<<<<

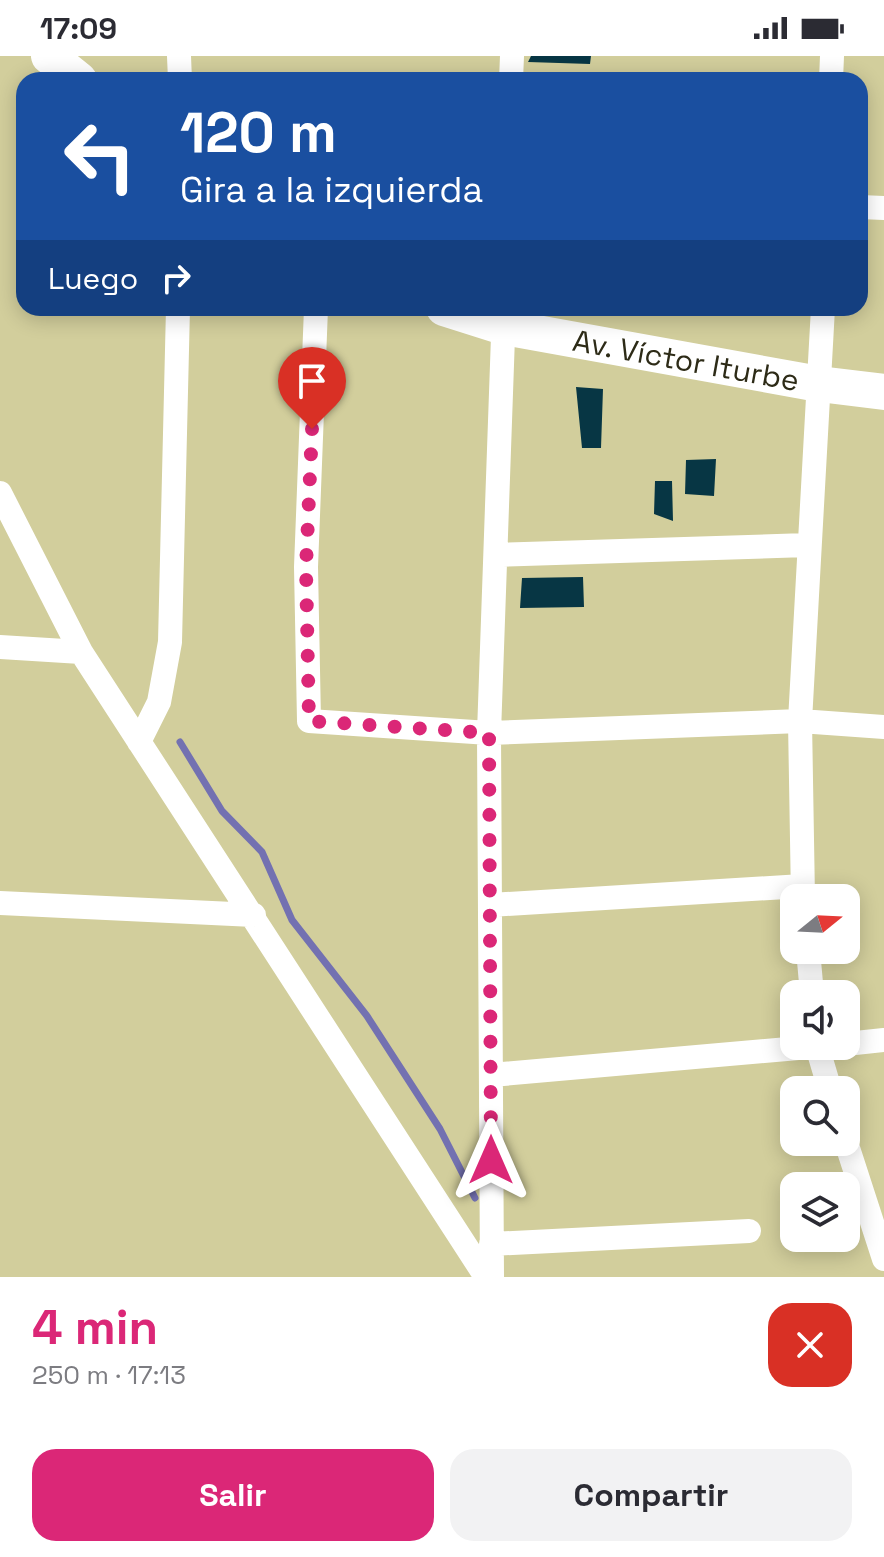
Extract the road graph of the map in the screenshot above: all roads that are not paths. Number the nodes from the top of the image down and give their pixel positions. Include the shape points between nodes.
1 (49, 56) edge
2 (69, 72) edge
3 (178, 316) edge
4 (316, 316) edge
5 (823, 316) edge
6 (504, 318) edge
7 (819, 384) junction
8 (884, 392) edge
9 (0, 493) edge
10 (807, 545) junction
11 (496, 555) junction
12 (0, 647) edge
13 (81, 652) junction
14 (800, 721) junction
15 (884, 727) edge
16 (489, 733) junction
17 (139, 742) junction
18 (803, 884) edge
19 (780, 893) edge
20 (0, 903) edge
21 (490, 905) junction
22 (254, 915) junction
23 (884, 1040) edge
24 (860, 1043) edge
25 (780, 1049) edge
26 (491, 1075) junction
27 (851, 1156) edge
28 (749, 1231) dead end
29 (491, 1244) junction
30 (884, 1259) edge
31 (489, 1277) edge

1 - 2 street
3 - 17 street via 170,642 159,702
4 - 16 street via 306,567 309,721
5 - 7 street
6 - 7 street, Av. Víctor Iturbe
6 - 11 street
7 - 8 street, Av. Víctor Iturbe
7 - 10 street
9 - 13 street
10 - 11 street
10 - 14 street
11 - 16 street
12 - 13 street
13 - 17 street
14 - 15 street
14 - 16 street
14 - 18 street
16 - 21 street
17 - 22 street
19 - 21 street
20 - 22 street
21 - 26 street
22 - 31 street
23 - 24 street
25 - 26 street
26 - 29 street
27 - 30 street
28 - 29 street
29 - 31 street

>>>>

◆ **Your instructions**:
Please copy out each line in the entries that mentions the string "Víctor".

◆ **Task answer**:
6 - 7 street, Av. Víctor Iturbe
7 - 8 street, Av. Víctor Iturbe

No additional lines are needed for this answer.